Side note Sega also added in a hardware T&L engine (PowerVR Elan IIRC) to the NAOMI 2, which some had claimed wasn't possible for PVR chips. I was saddened that a version of Elan wasn't put together in time for Kyro II, even if only for a higher-end variant. Their eventual software-based solution worked pretty well but it was too little too late - it wasn't released until after the demise of the Kyro II SE project. WAY too late.
This is the first time something like tiled rendering is publicly used on stuff like SLI cards though - maybe it was used before with other systems. The name change hints at something a bit more intricate though, as I said I wouldn't be surprised if it were using in out of order rendering instead of the much more prevalent even/odd tile distribution.

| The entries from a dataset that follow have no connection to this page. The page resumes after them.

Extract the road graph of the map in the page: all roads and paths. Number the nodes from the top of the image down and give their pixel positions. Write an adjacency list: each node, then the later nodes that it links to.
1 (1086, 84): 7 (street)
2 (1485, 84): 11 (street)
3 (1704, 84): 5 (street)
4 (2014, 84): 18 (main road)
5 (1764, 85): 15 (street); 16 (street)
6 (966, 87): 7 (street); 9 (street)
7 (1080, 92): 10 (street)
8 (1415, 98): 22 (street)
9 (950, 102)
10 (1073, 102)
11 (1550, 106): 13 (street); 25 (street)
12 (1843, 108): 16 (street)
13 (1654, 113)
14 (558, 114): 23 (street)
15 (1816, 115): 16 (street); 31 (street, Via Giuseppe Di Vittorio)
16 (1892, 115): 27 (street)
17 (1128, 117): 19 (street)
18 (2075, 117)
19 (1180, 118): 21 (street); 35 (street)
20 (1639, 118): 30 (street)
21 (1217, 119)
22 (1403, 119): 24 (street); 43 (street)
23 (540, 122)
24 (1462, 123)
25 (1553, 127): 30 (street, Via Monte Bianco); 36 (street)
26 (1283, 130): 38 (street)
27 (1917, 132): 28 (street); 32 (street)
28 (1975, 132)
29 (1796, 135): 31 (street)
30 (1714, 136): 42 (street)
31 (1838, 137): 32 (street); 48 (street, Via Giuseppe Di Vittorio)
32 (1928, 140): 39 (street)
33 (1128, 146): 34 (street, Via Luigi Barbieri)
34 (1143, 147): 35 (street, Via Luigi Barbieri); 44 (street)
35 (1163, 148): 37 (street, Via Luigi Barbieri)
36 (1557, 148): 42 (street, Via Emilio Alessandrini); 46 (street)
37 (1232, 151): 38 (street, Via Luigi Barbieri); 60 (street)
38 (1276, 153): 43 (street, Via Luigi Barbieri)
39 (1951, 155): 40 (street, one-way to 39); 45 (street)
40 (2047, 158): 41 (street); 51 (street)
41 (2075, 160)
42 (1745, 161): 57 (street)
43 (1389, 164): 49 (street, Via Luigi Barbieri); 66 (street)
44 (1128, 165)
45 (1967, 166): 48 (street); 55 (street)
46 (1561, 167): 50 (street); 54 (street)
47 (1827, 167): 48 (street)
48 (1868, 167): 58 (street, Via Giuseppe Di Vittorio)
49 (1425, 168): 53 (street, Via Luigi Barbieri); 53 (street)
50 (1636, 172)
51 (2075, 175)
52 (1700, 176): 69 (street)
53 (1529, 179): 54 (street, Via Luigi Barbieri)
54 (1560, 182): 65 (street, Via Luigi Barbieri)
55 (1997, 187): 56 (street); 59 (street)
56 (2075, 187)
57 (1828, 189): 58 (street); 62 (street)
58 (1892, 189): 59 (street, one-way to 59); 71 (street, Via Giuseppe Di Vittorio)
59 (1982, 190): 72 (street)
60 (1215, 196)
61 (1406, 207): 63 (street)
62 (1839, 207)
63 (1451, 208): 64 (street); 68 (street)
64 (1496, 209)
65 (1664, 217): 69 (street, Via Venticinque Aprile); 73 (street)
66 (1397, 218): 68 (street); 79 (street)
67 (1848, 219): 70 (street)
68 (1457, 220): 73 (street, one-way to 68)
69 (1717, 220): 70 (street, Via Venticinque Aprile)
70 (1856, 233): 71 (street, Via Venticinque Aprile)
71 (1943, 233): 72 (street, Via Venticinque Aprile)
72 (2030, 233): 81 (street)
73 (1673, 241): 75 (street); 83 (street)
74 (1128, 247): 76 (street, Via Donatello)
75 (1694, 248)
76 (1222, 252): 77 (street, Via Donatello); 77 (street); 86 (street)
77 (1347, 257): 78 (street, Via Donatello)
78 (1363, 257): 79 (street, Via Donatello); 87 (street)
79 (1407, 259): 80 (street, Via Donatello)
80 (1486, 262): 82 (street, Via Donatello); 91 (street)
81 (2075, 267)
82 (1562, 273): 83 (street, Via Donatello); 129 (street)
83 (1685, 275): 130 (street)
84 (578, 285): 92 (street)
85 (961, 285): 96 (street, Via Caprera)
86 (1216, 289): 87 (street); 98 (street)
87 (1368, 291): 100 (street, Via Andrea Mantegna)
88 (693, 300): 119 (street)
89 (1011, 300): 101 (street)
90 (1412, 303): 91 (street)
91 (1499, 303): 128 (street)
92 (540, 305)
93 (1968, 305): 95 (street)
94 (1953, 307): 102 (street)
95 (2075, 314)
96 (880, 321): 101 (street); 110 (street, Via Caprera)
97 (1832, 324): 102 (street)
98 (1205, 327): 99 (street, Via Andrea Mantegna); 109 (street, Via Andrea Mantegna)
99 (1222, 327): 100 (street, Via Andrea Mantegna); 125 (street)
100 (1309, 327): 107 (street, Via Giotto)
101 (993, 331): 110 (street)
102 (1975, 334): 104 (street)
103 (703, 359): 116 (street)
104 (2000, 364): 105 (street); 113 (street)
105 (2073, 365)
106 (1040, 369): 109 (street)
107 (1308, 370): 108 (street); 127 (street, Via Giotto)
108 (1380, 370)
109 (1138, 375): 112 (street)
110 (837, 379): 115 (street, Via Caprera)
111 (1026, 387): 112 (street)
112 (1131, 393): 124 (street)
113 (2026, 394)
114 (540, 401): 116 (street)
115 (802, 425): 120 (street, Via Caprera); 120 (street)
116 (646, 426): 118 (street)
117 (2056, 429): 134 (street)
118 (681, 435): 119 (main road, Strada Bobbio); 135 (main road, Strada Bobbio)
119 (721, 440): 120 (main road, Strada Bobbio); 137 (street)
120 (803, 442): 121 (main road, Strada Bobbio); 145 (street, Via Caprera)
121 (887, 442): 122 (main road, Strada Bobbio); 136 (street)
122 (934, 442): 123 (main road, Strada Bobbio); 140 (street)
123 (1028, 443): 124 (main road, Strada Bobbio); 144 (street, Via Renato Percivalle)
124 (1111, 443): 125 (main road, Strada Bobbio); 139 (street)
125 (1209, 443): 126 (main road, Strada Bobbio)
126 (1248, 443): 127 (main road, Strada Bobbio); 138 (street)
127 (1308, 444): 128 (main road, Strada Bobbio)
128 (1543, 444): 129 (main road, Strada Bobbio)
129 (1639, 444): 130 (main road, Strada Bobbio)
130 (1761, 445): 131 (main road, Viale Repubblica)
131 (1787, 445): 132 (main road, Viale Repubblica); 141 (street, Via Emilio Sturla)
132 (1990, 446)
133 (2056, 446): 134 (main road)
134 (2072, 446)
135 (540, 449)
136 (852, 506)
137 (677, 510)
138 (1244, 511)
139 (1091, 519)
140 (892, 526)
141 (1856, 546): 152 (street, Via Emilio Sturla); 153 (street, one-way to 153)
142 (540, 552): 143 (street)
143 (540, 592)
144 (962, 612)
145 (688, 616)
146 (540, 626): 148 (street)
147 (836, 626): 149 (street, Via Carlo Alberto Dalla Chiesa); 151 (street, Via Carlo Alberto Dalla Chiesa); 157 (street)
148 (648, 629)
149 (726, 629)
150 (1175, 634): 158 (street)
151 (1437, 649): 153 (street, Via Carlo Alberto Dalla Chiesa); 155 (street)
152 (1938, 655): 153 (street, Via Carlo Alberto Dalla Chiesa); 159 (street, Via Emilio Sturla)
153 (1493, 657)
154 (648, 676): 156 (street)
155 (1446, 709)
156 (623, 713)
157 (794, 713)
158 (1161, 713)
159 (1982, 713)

Today we have things like early discard (culling) of triangles that fall outside the render tile to allow greater efficiency and lower resource use. Technically speaking a core can render an entire tile with the full scene. But it wouldn't be as efficient.
That said the previous poster is correct as it would lend itself to a more even distribution between gpu cores. And is more efficient then alt line rendering because compute units do better on squares.
But it presents many of the same issues as most sli and in some cases makes them worse. For example a depth of field blur is based on a z buffer distance and then applying a gaussian blur. Those objects outside the target z distance require bigger gaussian blurs. But the larger the blur the more likely that data point will exist in an adjoining gpu memory block.
Memory coherency sync issues are what make sli / crossfire a pain. And i believe chiplettes will address many of these issues as well as add support for additional add on capabilities like a ray trace intersection hit test chip for global illumination.
I believe this driver release is an indication that nvidia is indeed researching chiplettes aggressively because this kind of rendering technique is exactly how chiplettes will work.
I don't suspect there's anything special about their "checkerboard" rendering. One card gets odd, the other gets even. When you add more than two GPUs/chiplets, then you split it up more. It's not novel, but they did beat slow-arse AMD to it - despite AMD beating even Intel to chiplets on the CPU front. AMD has a couple of competitive GPUs now, but they're still slackers on graphics lately.